[The data]
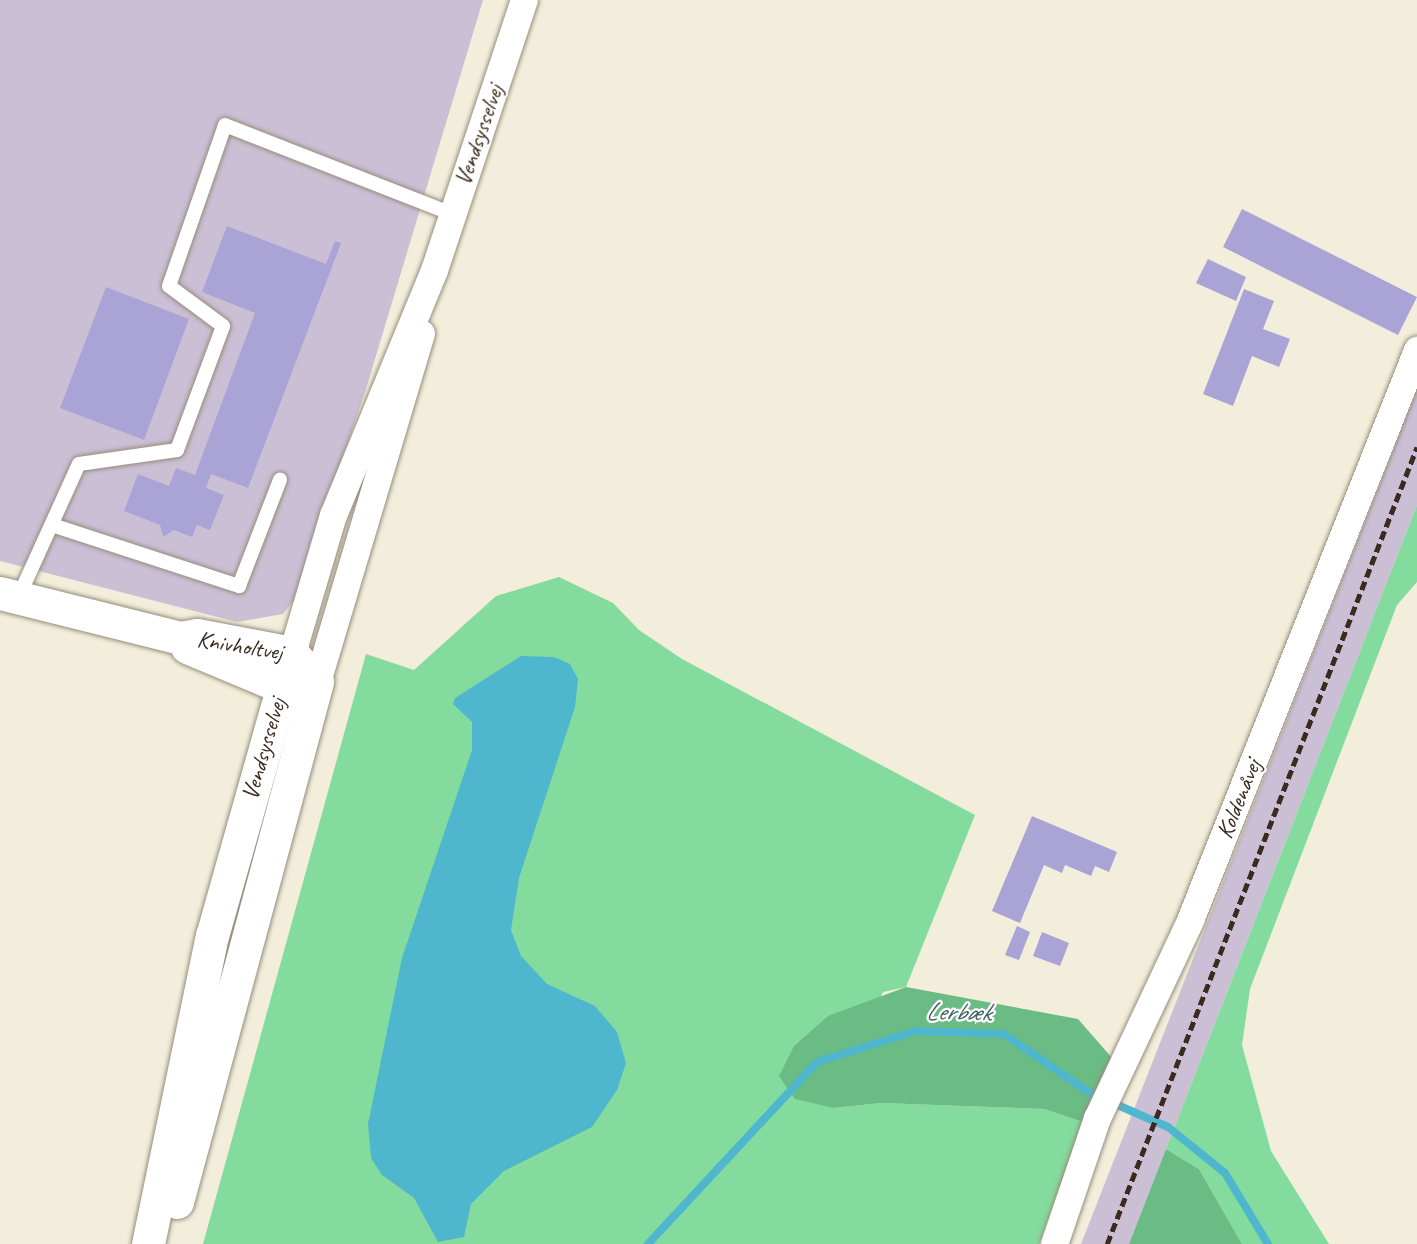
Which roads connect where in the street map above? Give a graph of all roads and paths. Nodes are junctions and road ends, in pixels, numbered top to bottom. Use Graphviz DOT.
graph roads {
  1 [pos="524,0"];
  2 [pos="452,214"];
  3 [pos="434,270"];
  4 [pos="1417,350"];
  5 [pos="280,480"];
  6 [pos="52,525"];
  7 [pos="9,594"];
  8 [pos="180,638"];
  9 [pos="292,653"];
  10 [pos="317,682"];
  11 [pos="282,687"];
  12 [pos="148,1244"];
  13 [pos="163,1244"];
  14 [pos="1054,1244"];
  1 -- 2 [label="street, Vendsysselvej"];
  2 -- 3 [label="street, Vendsysselvej"];
  2 -- 6 [label="lane"];
  3 -- 9 [label="street, Vendsysselvej"];
  3 -- 10 [label="street, Vendsysselvej"];
  4 -- 14 [label="street, Koldenåvej"];
  5 -- 6 [label="lane"];
  6 -- 7 [label="lane"];
  7 -- 8 [label="street, Knivholtvej"];
  8 -- 9 [label="street, Knivholtvej"];
  8 -- 11 [label="street, Knivholtvej"];
  9 -- 10 [label="street, Knivholtvej"];
  9 -- 11 [label="street, Vendsysselvej"];
  10 -- 11 [label="street, Knivholtvej"];
  10 -- 13 [label="street, Vendsysselvej"];
  11 -- 12 [label="street, Vendsysselvej"];
}
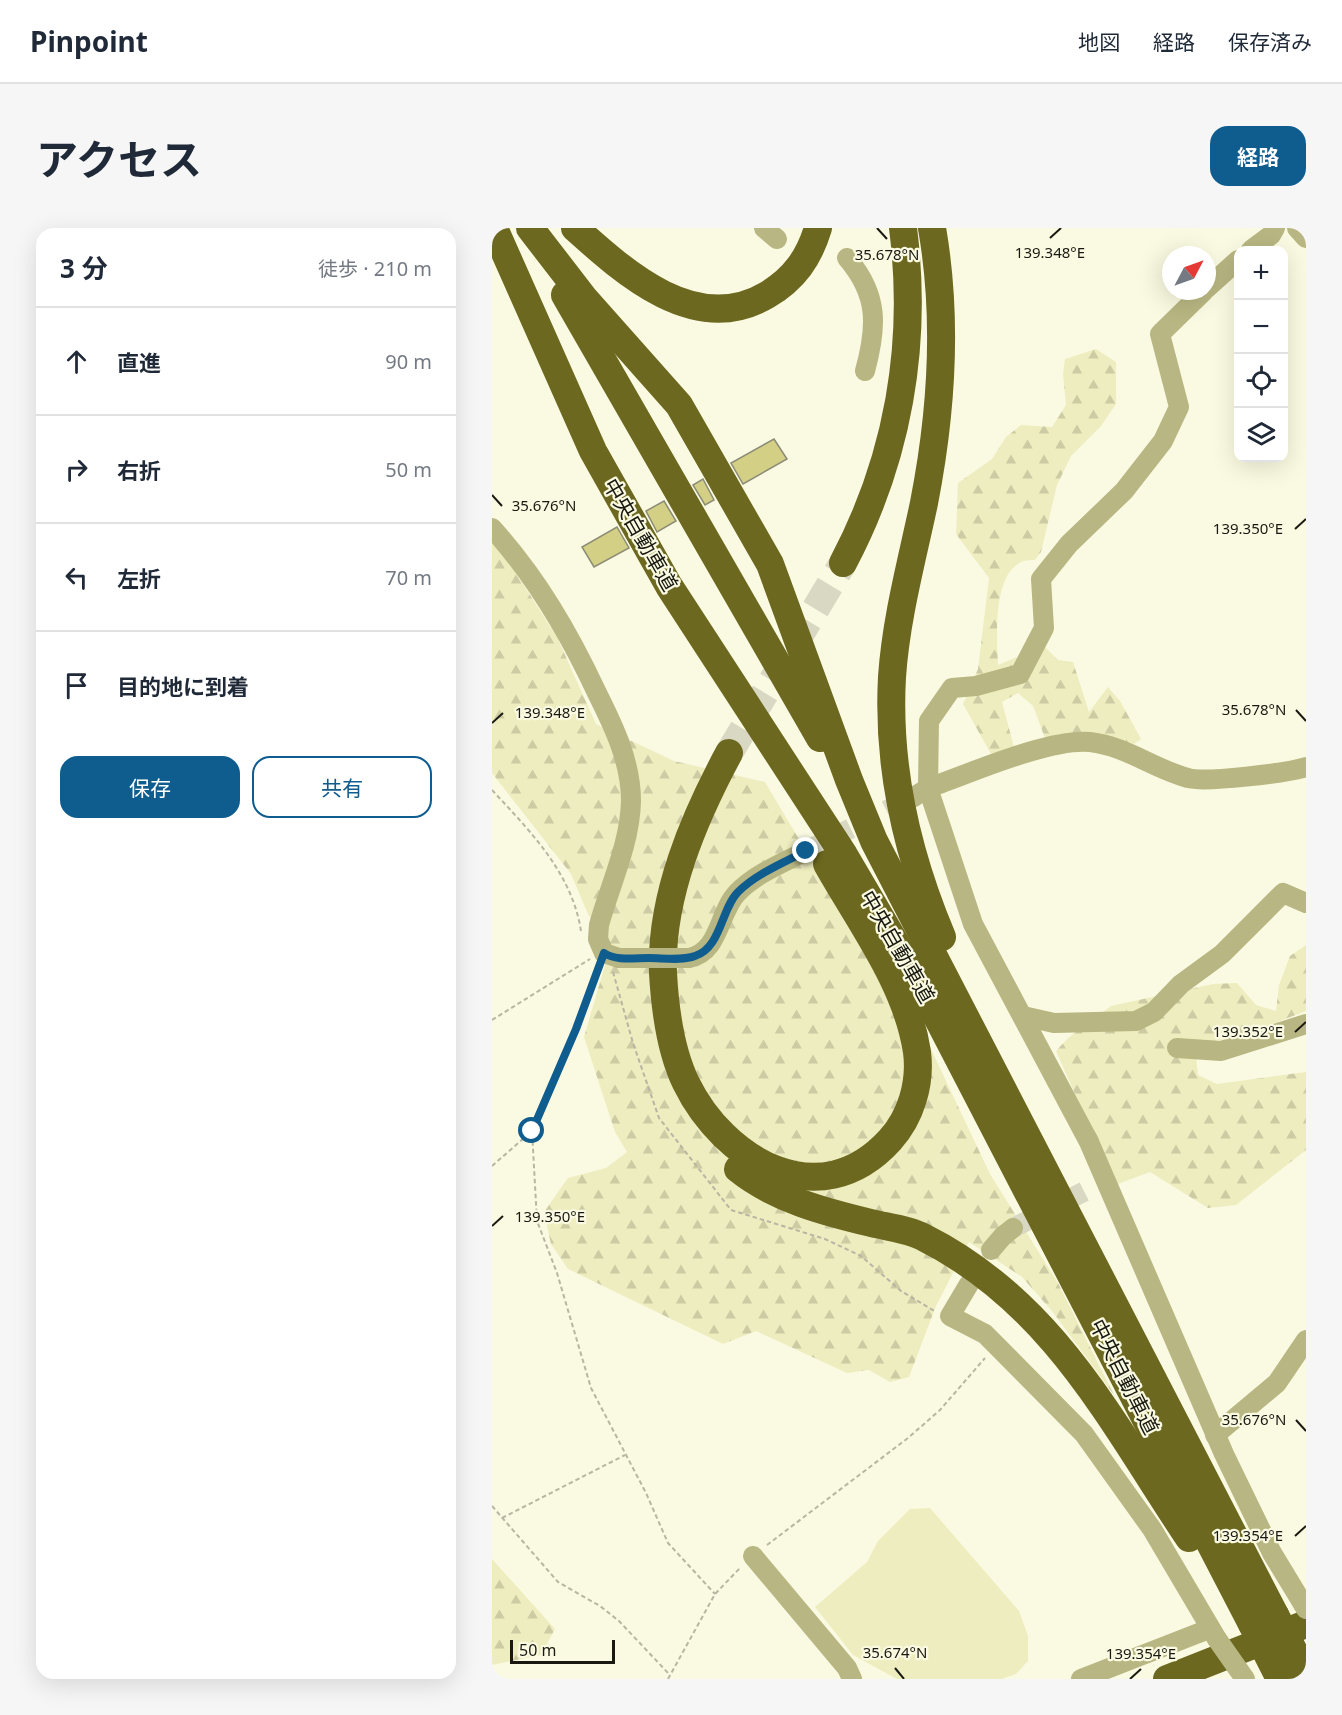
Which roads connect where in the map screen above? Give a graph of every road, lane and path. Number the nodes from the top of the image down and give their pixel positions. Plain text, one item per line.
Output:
1 (494, 228) edge
2 (528, 228) edge
3 (575, 228) edge
4 (818, 228) edge
5 (883, 228) edge
6 (903, 228) edge
7 (932, 228) edge
8 (1275, 228) edge
9 (1297, 228) edge
10 (1306, 237) edge
11 (1257, 246) edge
12 (847, 258) dead end
13 (1234, 265) edge
14 (1216, 281) edge
15 (1196, 300) edge
16 (865, 371) dead end
17 (492, 528) edge
18 (669, 586) junction
19 (1306, 767) edge
20 (492, 790) edge
21 (920, 793) junction
22 (859, 806) junction
23 (806, 851) tunnel mouth
24 (1306, 903) edge
25 (581, 933) dead end
26 (611, 956) junction
27 (1023, 1016) junction
28 (492, 1020) edge
29 (1306, 1024) edge
30 (1177, 1048) dead end
31 (532, 1131) junction
32 (492, 1166) edge
33 (1012, 1228) tunnel mouth
34 (991, 1250) dead end
35 (1103, 1282) junction
36 (969, 1284) dead end
37 (1306, 1340) edge
38 (996, 1344) junction
39 (1215, 1435) junction
40 (625, 1455) junction
41 (492, 1506) edge
42 (502, 1518) junction
43 (753, 1556) junction
44 (715, 1594) junction
45 (1303, 1604) edge
46 (1256, 1615) junction
47 (1213, 1634) junction
48 (1295, 1669) edge
49 (670, 1674) junction
50 (668, 1679) edge
51 (852, 1679) edge
52 (1081, 1679) edge
53 (1167, 1679) edge
54 (1217, 1679) edge
55 (1245, 1679) edge

1 - 18 highway, 中央自動車道
2 - 22 highway
2 - 22 highway, 中央自動車道
3 - 4 highway
5 - 6 highway
7 - 35 highway
8 - 11 street
9 - 10 street
12 - 16 street
13 - 14 street
15 - 21 street
17 - 26 street
18 - 46 highway, 中央自動車道
18 - 46 highway
19 - 21 street
20 - 25 path
21 - 27 street
22 - 35 highway, 中央自動車道
23 - 26 street, bridge
24 - 27 street
26 - 28 path
26 - 31 path
27 - 39 street
29 - 30 street
31 - 32 path
31 - 40 path
33 - 34 street
35 - 46 highway, 中央自動車道
36 - 38 street
37 - 39 street
38 - 43 path
38 - 47 street
39 - 45 street
40 - 42 path
40 - 44 path
41 - 42 path
42 - 49 path
43 - 44 path
43 - 51 street
44 - 49 path
45 - 53 highway
46 - 48 highway, 中央自動車道, bridge
47 - 52 street
47 - 55 street, bridge
48 - 54 highway
49 - 50 path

[Your goal] Write every record out again exactly, omitting the pictures they hold.

[Answer space]
Which roads connect where in the street map above? Give a graph of all roads and paths. Nodes are junctions and road ends, in pixels, numbered top to bottom. Use Graphviz DOT.
graph roads {
  1 [pos="524,0"];
  2 [pos="452,214"];
  3 [pos="434,270"];
  4 [pos="1417,350"];
  5 [pos="280,480"];
  6 [pos="52,525"];
  7 [pos="9,594"];
  8 [pos="180,638"];
  9 [pos="292,653"];
  10 [pos="317,682"];
  11 [pos="282,687"];
  12 [pos="148,1244"];
  13 [pos="163,1244"];
  14 [pos="1054,1244"];
  1 -- 2 [label="street, Vendsysselvej"];
  2 -- 3 [label="street, Vendsysselvej"];
  2 -- 6 [label="lane"];
  3 -- 9 [label="street, Vendsysselvej"];
  3 -- 10 [label="street, Vendsysselvej"];
  4 -- 14 [label="street, Koldenåvej"];
  5 -- 6 [label="lane"];
  6 -- 7 [label="lane"];
  7 -- 8 [label="street, Knivholtvej"];
  8 -- 9 [label="street, Knivholtvej"];
  8 -- 11 [label="street, Knivholtvej"];
  9 -- 10 [label="street, Knivholtvej"];
  9 -- 11 [label="street, Vendsysselvej"];
  10 -- 11 [label="street, Knivholtvej"];
  10 -- 13 [label="street, Vendsysselvej"];
  11 -- 12 [label="street, Vendsysselvej"];
}
Which roads connect where in the map screen above? Give a graph of every road, lane and path. Number the nodes from the top of the image down and give their pixel positions. Plain text, one item per line.
Output:
1 (494, 228) edge
2 (528, 228) edge
3 (575, 228) edge
4 (818, 228) edge
5 (883, 228) edge
6 (903, 228) edge
7 (932, 228) edge
8 (1275, 228) edge
9 (1297, 228) edge
10 (1306, 237) edge
11 (1257, 246) edge
12 (847, 258) dead end
13 (1234, 265) edge
14 (1216, 281) edge
15 (1196, 300) edge
16 (865, 371) dead end
17 (492, 528) edge
18 (669, 586) junction
19 (1306, 767) edge
20 (492, 790) edge
21 (920, 793) junction
22 (859, 806) junction
23 (806, 851) tunnel mouth
24 (1306, 903) edge
25 (581, 933) dead end
26 (611, 956) junction
27 (1023, 1016) junction
28 (492, 1020) edge
29 (1306, 1024) edge
30 (1177, 1048) dead end
31 (532, 1131) junction
32 (492, 1166) edge
33 (1012, 1228) tunnel mouth
34 (991, 1250) dead end
35 (1103, 1282) junction
36 (969, 1284) dead end
37 (1306, 1340) edge
38 (996, 1344) junction
39 (1215, 1435) junction
40 (625, 1455) junction
41 (492, 1506) edge
42 (502, 1518) junction
43 (753, 1556) junction
44 (715, 1594) junction
45 (1303, 1604) edge
46 (1256, 1615) junction
47 (1213, 1634) junction
48 (1295, 1669) edge
49 (670, 1674) junction
50 (668, 1679) edge
51 (852, 1679) edge
52 (1081, 1679) edge
53 (1167, 1679) edge
54 (1217, 1679) edge
55 (1245, 1679) edge

1 - 18 highway, 中央自動車道
2 - 22 highway
2 - 22 highway, 中央自動車道
3 - 4 highway
5 - 6 highway
7 - 35 highway
8 - 11 street
9 - 10 street
12 - 16 street
13 - 14 street
15 - 21 street
17 - 26 street
18 - 46 highway, 中央自動車道
18 - 46 highway
19 - 21 street
20 - 25 path
21 - 27 street
22 - 35 highway, 中央自動車道
23 - 26 street, bridge
24 - 27 street
26 - 28 path
26 - 31 path
27 - 39 street
29 - 30 street
31 - 32 path
31 - 40 path
33 - 34 street
35 - 46 highway, 中央自動車道
36 - 38 street
37 - 39 street
38 - 43 path
38 - 47 street
39 - 45 street
40 - 42 path
40 - 44 path
41 - 42 path
42 - 49 path
43 - 44 path
43 - 51 street
44 - 49 path
45 - 53 highway
46 - 48 highway, 中央自動車道, bridge
47 - 52 street
47 - 55 street, bridge
48 - 54 highway
49 - 50 path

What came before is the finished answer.